L'Editoriale

Economia, progresso e… Ritorno al Futuro

Ritorno al Futuro

Quando ero bambino, mi è capitato diverse volte di vedere il film Ritorno al Futuro. Vederlo, costituiva per me un esercizio di speranza. La voglia di scoprire le innovazioni, le esperienze ed il progresso che il futuro mi avrebbe riservato, mi rendevano impaziente. Volevo vedere il futuro. Volevo crescere. Volevo scoprire quali cose avrei potuto fare. Bello vedere film così!

Negli ultimi anni, mi è capitato ancora di guardare film che parlassero di un futuro prossimo, un futuro in cui avrei potuto vivere (sono nato nel 1989), ma la narrazione, pur facendo sempre riferimento all’accelerazione di fenomeni riscontrabili nel presente, delineava uno scenario molto cupo e sicuramente non desiderabile. Interstellar, In Time ed Elysium sono i primi titoli che mi vengono in mente. In ognuno di questi film, la prospettiva futura cambia drasticamente rispetto a Ritorno al Futuro: lo standard della vita futura di larga parte della popolazione viene sempre presentato in modo molto peggiore rispetto all’attuale. Gravi disuguaglianze, persone trattate come cose, vite relegate ad un continuo conto alla rovescia o penalizzate dalla scarsità di risorse, uomini e donne che sembrano dover lavorare con ritmi ancora più pressanti di quelli odierni.

Pensandoci, ho realizzato che, probabilmente, questi film vanno a ricalcare la visione diffusa attualmente della società del futuro, una visione basata su ciò che si sperimenta nel presente.

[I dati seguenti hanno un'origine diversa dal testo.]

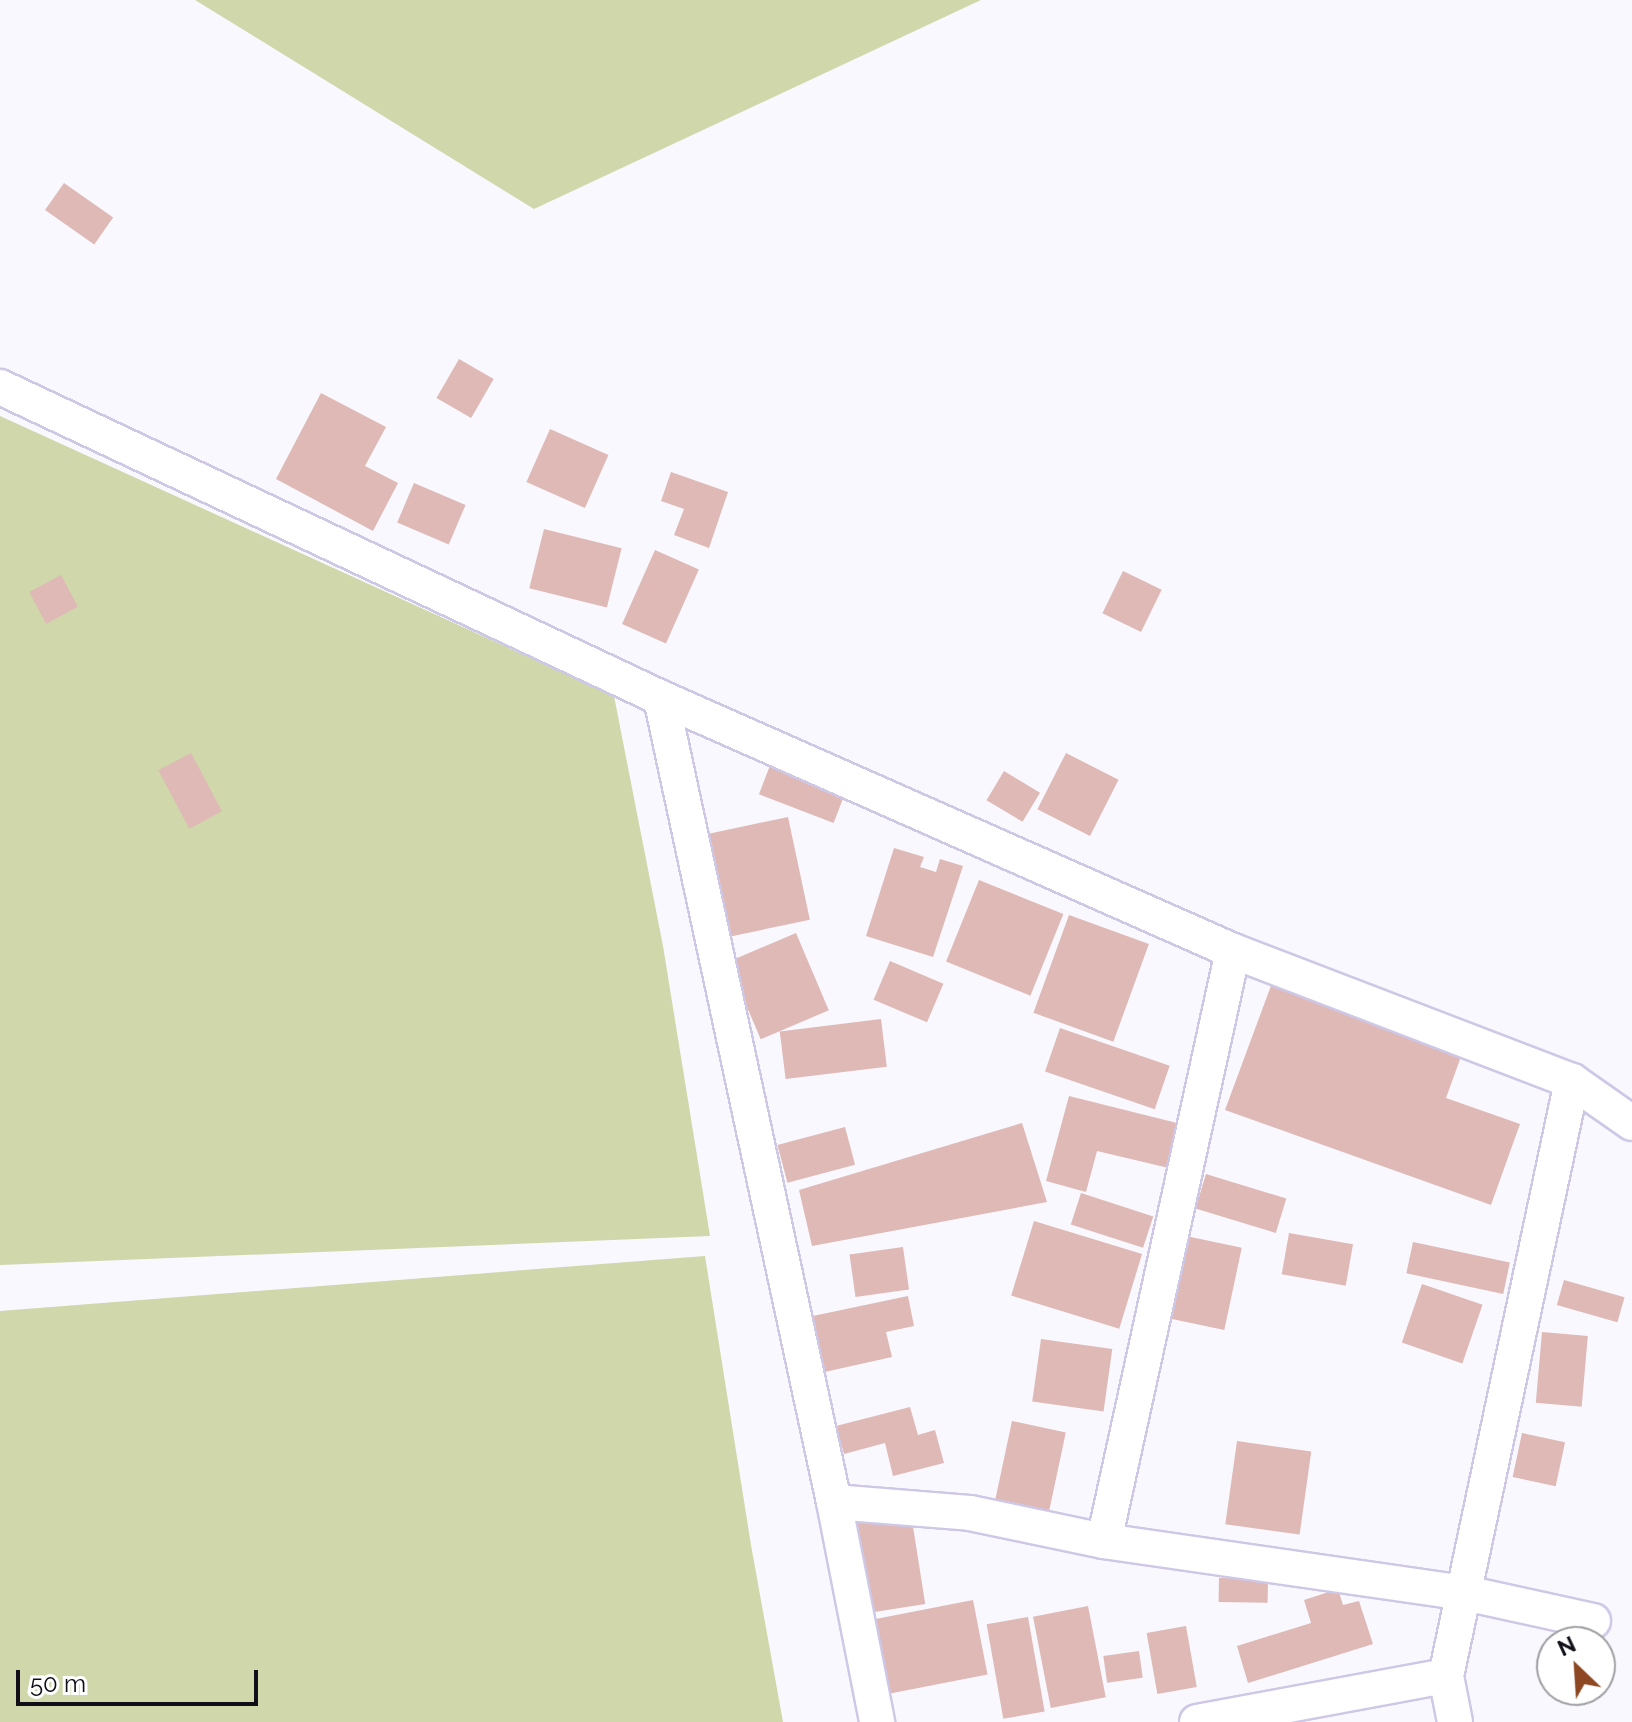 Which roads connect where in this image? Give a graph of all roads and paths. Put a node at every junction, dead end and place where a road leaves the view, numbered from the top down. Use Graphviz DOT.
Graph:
graph roads {
  1 [pos="0,387"];
  2 [pos="661,698"];
  3 [pos="1233,951"];
  4 [pos="1572,1081"];
  5 [pos="1632,1123"];
  6 [pos="834,1502"];
  7 [pos="1104,1541"];
  8 [pos="1465,1593"];
  9 [pos="1593,1621"];
  10 [pos="1446,1676"];
  11 [pos="877,1722"];
  12 [pos="1197,1722"];
  13 [pos="1455,1722"];
  1 -- 2 [label="street"];
  2 -- 3 [label="street"];
  2 -- 6 [label="street"];
  3 -- 4 [label="street"];
  3 -- 7 [label="street"];
  4 -- 5 [label="street"];
  4 -- 8 [label="street"];
  6 -- 7 [label="street"];
  6 -- 11 [label="street"];
  7 -- 8 [label="street"];
  8 -- 9 [label="street"];
  8 -- 10 [label="street"];
  10 -- 12 [label="street"];
  10 -- 13 [label="street"];
}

Nel 1985, quando è uscito il film Ritorno al Futuro, le popolazioni occidentali provenivano da trent’anni di intenso progresso sociale, economico e tecnico, perciò, poteva apparire del tutto ragionevole immaginare che il progresso sarebbe continuato allo stesso ritmo nei decenni successivi.

Oggi, al contrario, la società occidentale sta sperimentando una continua deprivazione economica, cui fanno seguito la regressione sociale (di cui siamo tutti testimoni) e l’immaginario collettivo sul quale i film di fantascienza fanno leva.

Ritorno al Futuro aveva torto? Era destino che le cose prendessero il corso che hanno preso? Il progresso è un fatto naturale, spontaneo? La risposta è no! Il progresso si costruisce con investimenti tesi a costruirlo e in condizioni sociali che lo rendano tale, al di là della dimensione economica.

La piena occupazione non è solo la condizione necessaria affinché la società riesca ad esprimere il massimo del suo potenziale, è anche la base sociale, che toglie dalla ricattabilità chi lavora, dando spazio alla società di sperare, immaginare e costruire un futuro diverso. Il progresso nasce da una società e da uno Stato finalmente liberi dall’ideologia dell’austerità, quindi in grado di esprimere la capacità progettuale dell’uomo.

A questo punto, mi pongo una domanda: le invenzioni sono una gran cosa, ma è davvero necessario che vi siano nuove invenzioni, ottenute per mezzo di investimenti importanti, per elevare ancora di più lo standard di vita dell’umanità? La risposta è no!

Quanto realmente è importante l’innovazione? Abbiamo già la capacità di alzare lo standard di vita al livello che Keynes pensava avremmo raggiunto fra 15 anni? Livello in cui tutti, e dico tutti, possano avere cibo, vestiti, abitazioni, in misura ampiamente oltre le loro necessità, e vite felici? Assolutamente! Non abbiamo bisogno di innovazioni, noi sappiamo già come fare tutto ciò. Abbiamo le tecnologie per farlo. E possiamo farlo in un anno. Non ho dubbi su questo.

[Prof. Randall Wray durante una delle sue lezioni di macroeconomia presso l’Università di Bergamo]

Non è sufficiente sapere come si costruisce una smart city, non lo è neppure sapere come si ricostruiscono e mettono in sicurezza le zone alluvionate e terremotate, oppure come si approvvigiona la popolazione di servizi. Per creare progresso, è sufficiente attivare questa capacità produttiva già esistente e, nell’ambito di un’economia monetaria, le risorse reali disponibili si attivano con la spesa monetaria!

Tutto ciò che è fisicamente possibile è finanziariamente possibile.

[Prof. Stephanie Kelton, Capo Economista dello staff democratico di minoranza della Commissione Bilancio del Senato USA]

Potenzialmente, se rinunciamo a perseguire l’ideologia dell’austerità, l’anno prossimo potremmo vivere in un mondo migliore di quello in cui arrivò Marty McFly.

In alto il deficit costruttore di progresso! Viva la vita!